The bill also would make clear that ICE requests to hold prisoners indicate that federal authorities have probable cause. That attempts to address concerns cited by some jurisdictions that anything short of a judicial warrant is insufficient to detain illegal immigrants.
Homeland Security Secretary John Kelly said at a news conference Thursday that he cannot understand why local authorities would resist ICE.
“In doing so, they prioritize criminals over public and law enforcement officer safety,” he said.
Rep. Scott Perry (R-Pa.) cited a 2011 report by the Government Accountability Office indicating that illegal immigrants incarcerated in prisons and jails had committed 25,000 homicides, 69,000 sexual offenses, 14,000 kidnappings, 42,000 robberies, and 213,000 assaults.
“These are 100 percent preventable if these people would not have been here,” he said on the floor.
Some Democratic opponents cast the debate in hyperbolic terms. Rep. Luis Gutiérrez (D-Ill.), one of the fiercest advocates for amnesty in Congress, said only one in 10 Latinos in America came illegally.
“But this policy is about going after all of us, whether we are citizens of the United States or not,” he said.
Rep. Sheila Jackson Lee (D-Texas) said President Donald Trump could not be trusted with increased authority to withhold funds to local jurisdictions. She said that applies to other laws as well.
“I will vote for nothing until he steps down,” she said.
Other Democrats argued that the law actually would make communities less safe by discouraging cooperation by immigrants in criminal investigations and by reducing resources to local law enforcement officers.

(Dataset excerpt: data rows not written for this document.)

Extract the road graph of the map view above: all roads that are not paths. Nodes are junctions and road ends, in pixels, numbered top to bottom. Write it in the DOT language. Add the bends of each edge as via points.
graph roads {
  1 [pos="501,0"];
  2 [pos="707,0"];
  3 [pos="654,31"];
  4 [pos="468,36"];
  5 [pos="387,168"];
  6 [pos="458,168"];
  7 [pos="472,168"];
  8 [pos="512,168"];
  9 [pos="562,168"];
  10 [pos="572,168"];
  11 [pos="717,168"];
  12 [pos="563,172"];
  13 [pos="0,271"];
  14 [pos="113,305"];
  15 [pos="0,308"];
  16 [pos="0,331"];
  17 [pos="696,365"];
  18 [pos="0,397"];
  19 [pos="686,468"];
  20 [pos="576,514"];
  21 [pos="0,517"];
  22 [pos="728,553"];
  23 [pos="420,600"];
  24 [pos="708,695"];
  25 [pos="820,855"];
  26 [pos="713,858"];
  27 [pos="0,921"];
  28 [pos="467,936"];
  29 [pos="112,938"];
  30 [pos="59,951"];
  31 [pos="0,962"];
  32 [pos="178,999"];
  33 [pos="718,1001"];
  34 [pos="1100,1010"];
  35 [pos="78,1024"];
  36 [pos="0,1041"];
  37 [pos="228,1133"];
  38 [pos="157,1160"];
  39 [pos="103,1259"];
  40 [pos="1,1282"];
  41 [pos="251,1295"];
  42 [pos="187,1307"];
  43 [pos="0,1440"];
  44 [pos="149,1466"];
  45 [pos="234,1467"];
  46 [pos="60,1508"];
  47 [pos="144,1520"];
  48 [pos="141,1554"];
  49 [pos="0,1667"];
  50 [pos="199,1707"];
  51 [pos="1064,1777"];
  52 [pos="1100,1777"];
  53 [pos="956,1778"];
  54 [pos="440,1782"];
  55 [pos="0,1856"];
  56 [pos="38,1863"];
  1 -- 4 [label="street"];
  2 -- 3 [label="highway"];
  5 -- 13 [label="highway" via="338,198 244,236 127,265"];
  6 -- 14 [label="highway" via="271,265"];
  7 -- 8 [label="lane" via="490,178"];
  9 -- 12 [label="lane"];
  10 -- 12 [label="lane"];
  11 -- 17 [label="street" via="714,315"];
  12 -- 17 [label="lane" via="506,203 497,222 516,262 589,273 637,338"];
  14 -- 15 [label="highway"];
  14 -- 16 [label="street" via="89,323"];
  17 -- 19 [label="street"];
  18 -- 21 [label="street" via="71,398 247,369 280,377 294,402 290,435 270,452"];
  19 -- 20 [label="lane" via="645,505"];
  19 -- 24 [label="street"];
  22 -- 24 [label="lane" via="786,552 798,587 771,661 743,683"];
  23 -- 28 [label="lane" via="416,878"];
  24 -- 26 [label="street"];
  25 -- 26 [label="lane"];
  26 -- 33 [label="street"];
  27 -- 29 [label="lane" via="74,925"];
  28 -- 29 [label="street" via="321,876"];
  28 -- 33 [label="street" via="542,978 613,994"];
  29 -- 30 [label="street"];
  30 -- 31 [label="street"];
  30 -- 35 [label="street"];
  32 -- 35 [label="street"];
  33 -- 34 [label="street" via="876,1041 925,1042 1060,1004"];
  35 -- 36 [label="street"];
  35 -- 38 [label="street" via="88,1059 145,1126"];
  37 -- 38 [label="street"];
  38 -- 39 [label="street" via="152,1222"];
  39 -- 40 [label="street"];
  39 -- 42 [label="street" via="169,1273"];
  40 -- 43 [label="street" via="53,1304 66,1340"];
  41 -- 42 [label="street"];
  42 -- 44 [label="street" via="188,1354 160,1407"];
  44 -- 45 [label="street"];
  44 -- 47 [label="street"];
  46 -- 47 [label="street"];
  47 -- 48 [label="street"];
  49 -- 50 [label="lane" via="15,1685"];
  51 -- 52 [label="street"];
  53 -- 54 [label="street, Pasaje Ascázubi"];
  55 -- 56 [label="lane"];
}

“It would punish our communities more than it would punish the immigrants,” Rep. Jimmy Panetta (D-Calif.) said.
Although immigration-enforcement legislation has died in the Senate in the past, some experts said they think it might have a chance to withstand a filibuster this year.
“If it doesn’t pass or it doesn’t get a vote in the Senate, that’s really good information for Americans to have,” said Jessica Vaughan, director of policy studies at the Center for Immigration Studies.